Public park in Portland, Oregon, U.S.

Sellwood Riverfront Park is a city park of about 7.6 acre in southeast Portland, in the U.S. state of Oregon. Located at Southeast Spokane Street and Oaks Parkway, the park has paths, picnic tables, a stage, a boat dock on the Willamette River, restrooms, and a dog off-leash area.

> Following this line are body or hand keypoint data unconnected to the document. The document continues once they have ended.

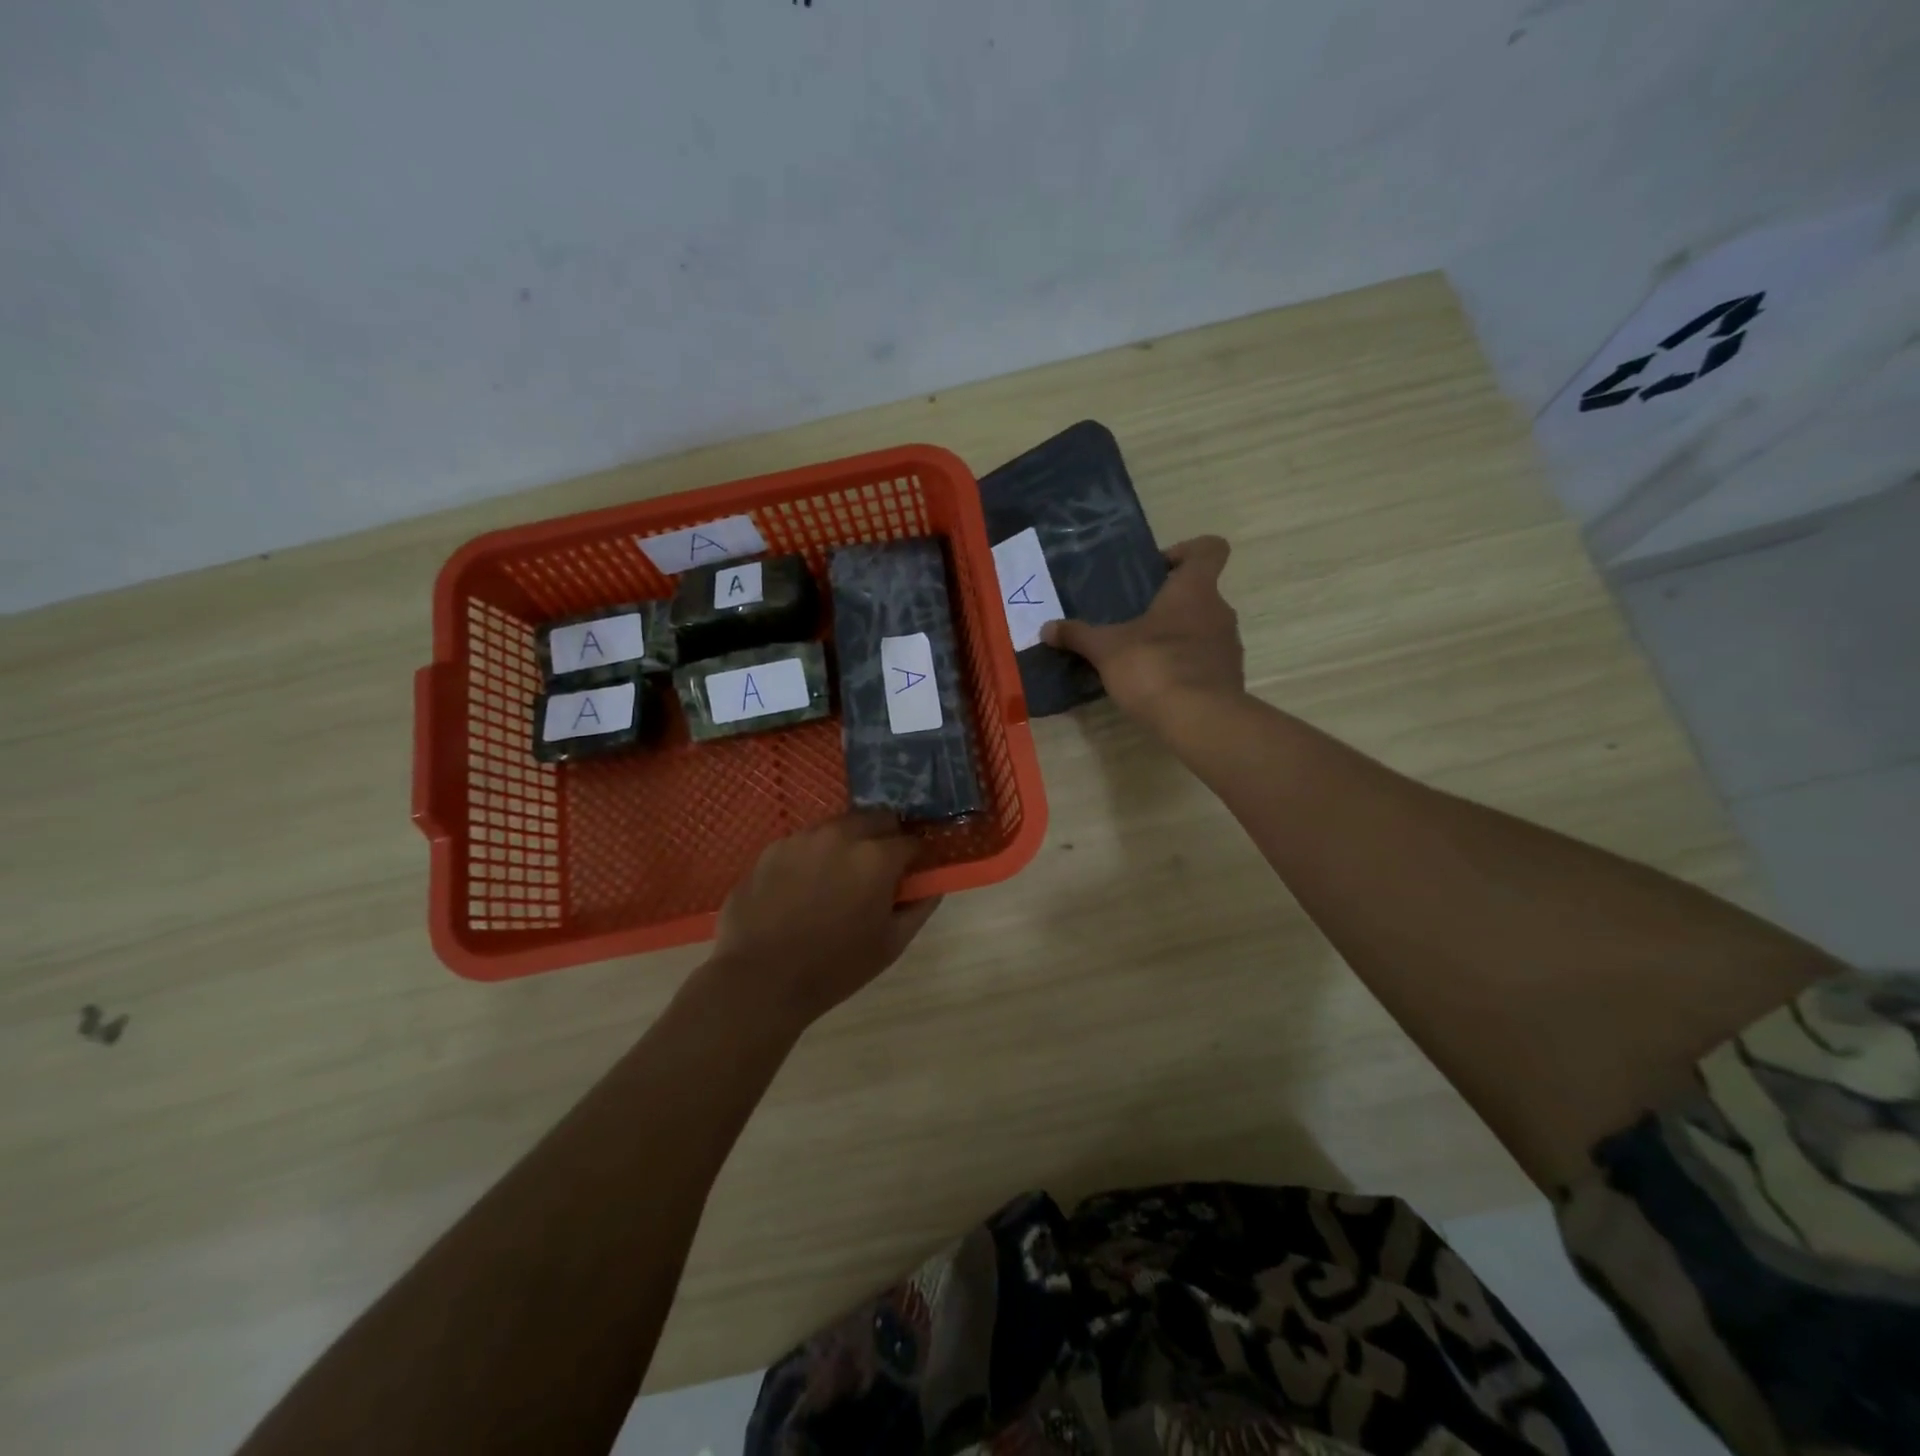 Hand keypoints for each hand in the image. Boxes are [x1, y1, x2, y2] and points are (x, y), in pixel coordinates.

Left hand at [708, 811, 940, 1029]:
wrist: (760, 980)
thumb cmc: (835, 967)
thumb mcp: (890, 945)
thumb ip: (919, 908)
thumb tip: (933, 886)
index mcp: (876, 858)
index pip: (910, 841)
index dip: (915, 858)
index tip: (910, 874)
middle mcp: (841, 835)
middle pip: (876, 819)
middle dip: (884, 838)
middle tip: (877, 870)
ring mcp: (803, 838)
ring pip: (838, 826)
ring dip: (848, 843)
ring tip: (837, 878)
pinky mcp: (773, 848)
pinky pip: (805, 842)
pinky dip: (813, 856)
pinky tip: (803, 887)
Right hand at [1041, 535, 1243, 732]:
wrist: (1200, 720)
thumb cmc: (1154, 666)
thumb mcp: (1106, 649)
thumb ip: (1078, 635)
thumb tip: (1047, 628)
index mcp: (1194, 590)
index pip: (1209, 549)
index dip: (1186, 551)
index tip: (1158, 570)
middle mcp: (1219, 611)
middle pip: (1199, 593)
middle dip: (1168, 604)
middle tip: (1134, 620)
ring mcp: (1228, 646)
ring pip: (1202, 628)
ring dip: (1176, 637)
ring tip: (1141, 656)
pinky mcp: (1228, 678)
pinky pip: (1204, 661)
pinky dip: (1184, 667)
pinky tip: (1156, 684) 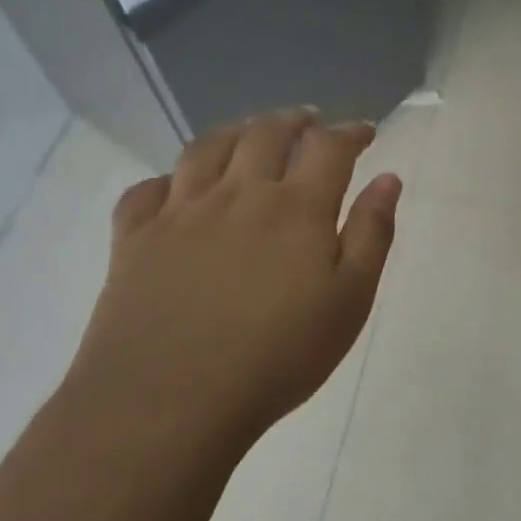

==Description and history==
Formerly a mill site overgrown with Himalayan blackberries, the south half of the park includes a parking lot, the boat launches, and a large grassy area suitable for picnics and lawn games. The north end of the park is a native-plant wetland and riparian zone featuring marsh plants and willows. A formal path winds through the wetland, home to frogs and dragonflies, and an informal path follows the river bank toward Oaks Amusement Park to the north. Running parallel to Oaks Parkway along the east side of the park is the Springwater Corridor, a hiking and biking trail linking the park to Oaks Bottom Wildlife Refuge and downtown Portland, as well as the amusement park. Directly east of the park on the far side of the Springwater Corridor is Sellwood Park. The Macadam Bay Club is across the river from the park, and slightly north of the club lies Butterfly Park.

Portland Parks & Recreation arranges free, sponsored, public concerts in the park during the summer. Performances in 2010, all held on Monday evenings, consisted of four separate concerts, one apiece devoted to soul music, gospel and rhythm and blues (R&B), alternative pop, and rock.